• [WHAT YOU WILL DO]
Copy out every line of the material below, character for character, apart from the pictures.

• [DATASET]
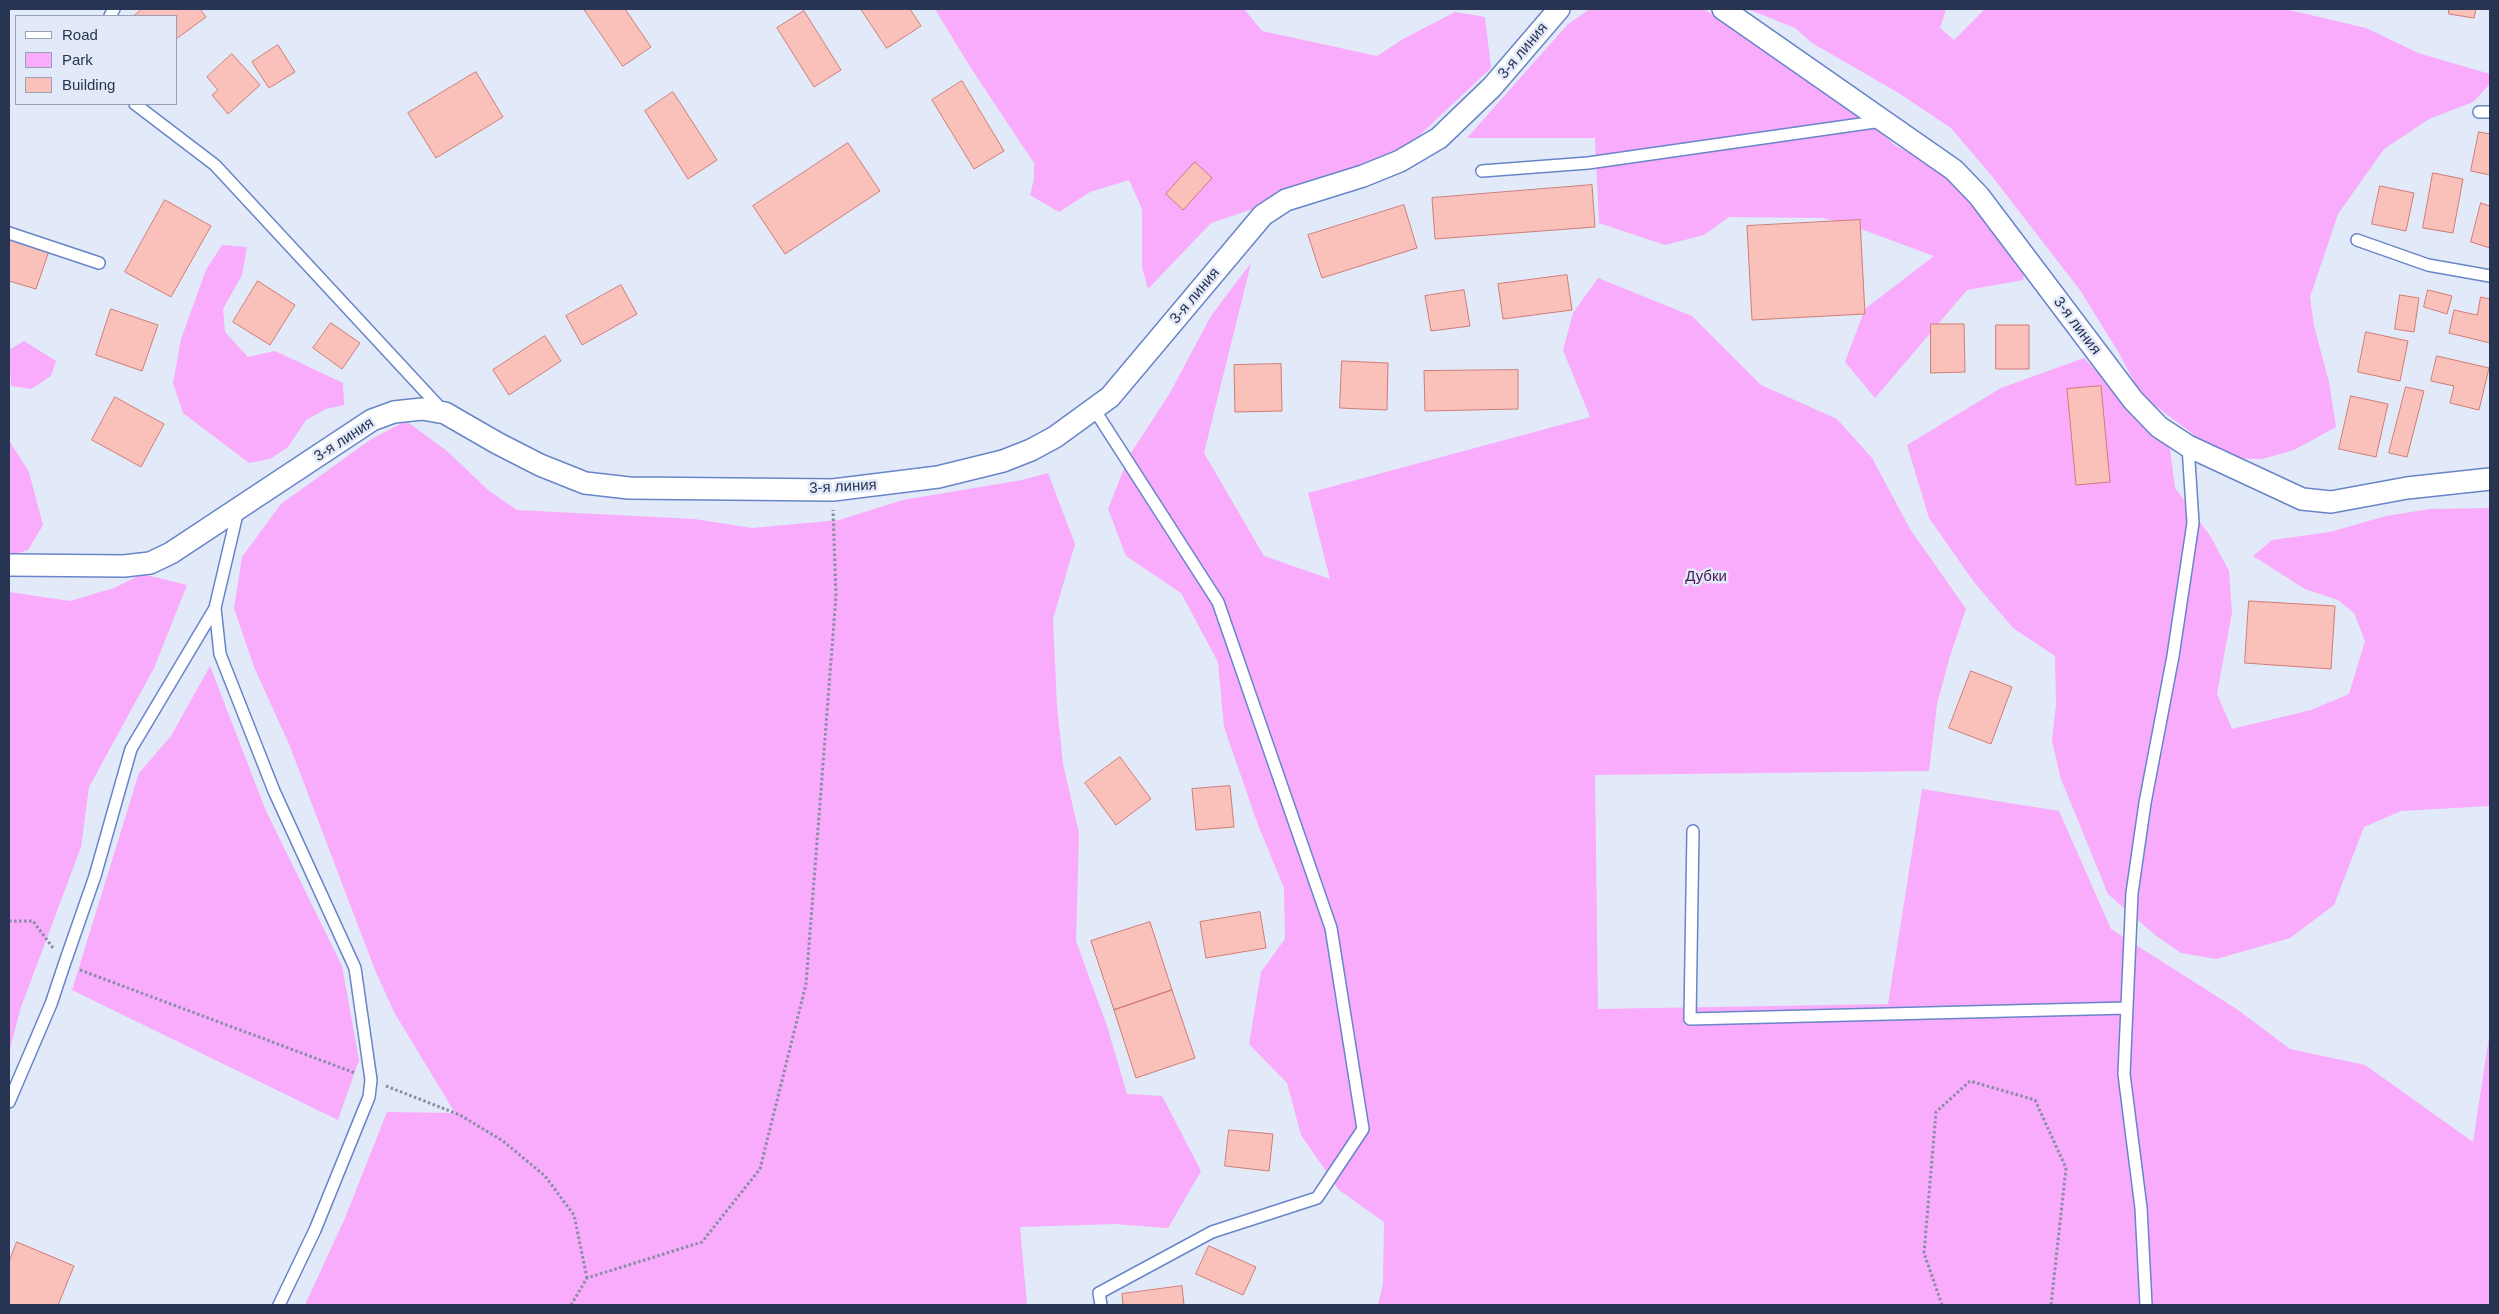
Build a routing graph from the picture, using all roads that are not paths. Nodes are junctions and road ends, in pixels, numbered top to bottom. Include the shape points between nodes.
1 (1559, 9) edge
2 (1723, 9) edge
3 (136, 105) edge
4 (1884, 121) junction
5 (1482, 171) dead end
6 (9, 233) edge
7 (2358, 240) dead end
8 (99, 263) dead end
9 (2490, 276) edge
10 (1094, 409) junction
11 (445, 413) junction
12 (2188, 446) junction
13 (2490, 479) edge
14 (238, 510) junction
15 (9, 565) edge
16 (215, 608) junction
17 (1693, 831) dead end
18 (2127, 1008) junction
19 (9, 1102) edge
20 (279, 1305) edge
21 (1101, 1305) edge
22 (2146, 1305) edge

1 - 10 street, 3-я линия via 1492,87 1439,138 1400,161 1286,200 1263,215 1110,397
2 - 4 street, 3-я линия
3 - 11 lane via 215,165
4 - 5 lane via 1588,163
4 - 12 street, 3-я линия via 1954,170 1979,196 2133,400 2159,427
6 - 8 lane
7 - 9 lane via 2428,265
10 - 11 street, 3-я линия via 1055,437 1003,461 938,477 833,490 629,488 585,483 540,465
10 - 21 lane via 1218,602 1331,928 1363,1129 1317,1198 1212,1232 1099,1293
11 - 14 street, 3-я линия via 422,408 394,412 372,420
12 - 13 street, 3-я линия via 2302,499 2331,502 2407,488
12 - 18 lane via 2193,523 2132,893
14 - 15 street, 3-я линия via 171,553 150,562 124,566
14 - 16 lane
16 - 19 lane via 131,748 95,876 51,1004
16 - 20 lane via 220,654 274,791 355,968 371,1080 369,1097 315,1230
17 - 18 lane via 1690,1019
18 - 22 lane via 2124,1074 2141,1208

• [TASK RESPONSE]
Build a routing graph from the picture, using all roads that are not paths. Nodes are junctions and road ends, in pixels, numbered top to bottom. Include the shape points between nodes.
1 (1559, 9) edge
2 (1723, 9) edge
3 (136, 105) edge
4 (1884, 121) junction
5 (1482, 171) dead end
6 (9, 233) edge
7 (2358, 240) dead end
8 (99, 263) dead end
9 (2490, 276) edge
10 (1094, 409) junction
11 (445, 413) junction
12 (2188, 446) junction
13 (2490, 479) edge
14 (238, 510) junction
15 (9, 565) edge
16 (215, 608) junction
17 (1693, 831) dead end
18 (2127, 1008) junction
19 (9, 1102) edge
20 (279, 1305) edge
21 (1101, 1305) edge
22 (2146, 1305) edge

1 - 10 street, 3-я линия via 1492,87 1439,138 1400,161 1286,200 1263,215 1110,397
2 - 4 street, 3-я линия
3 - 11 lane via 215,165
4 - 5 lane via 1588,163
4 - 12 street, 3-я линия via 1954,170 1979,196 2133,400 2159,427
6 - 8 lane
7 - 9 lane via 2428,265
10 - 11 street, 3-я линия via 1055,437 1003,461 938,477 833,490 629,488 585,483 540,465
10 - 21 lane via 1218,602 1331,928 1363,1129 1317,1198 1212,1232 1099,1293
11 - 14 street, 3-я линия via 422,408 394,412 372,420
12 - 13 street, 3-я линия via 2302,499 2331,502 2407,488
12 - 18 lane via 2193,523 2132,893
14 - 15 street, 3-я линия via 171,553 150,562 124,566
14 - 16 lane
16 - 19 lane via 131,748 95,876 51,1004
16 - 20 lane via 220,654 274,791 355,968 371,1080 369,1097 315,1230
17 - 18 lane via 1690,1019
18 - 22 lane via 2124,1074 2141,1208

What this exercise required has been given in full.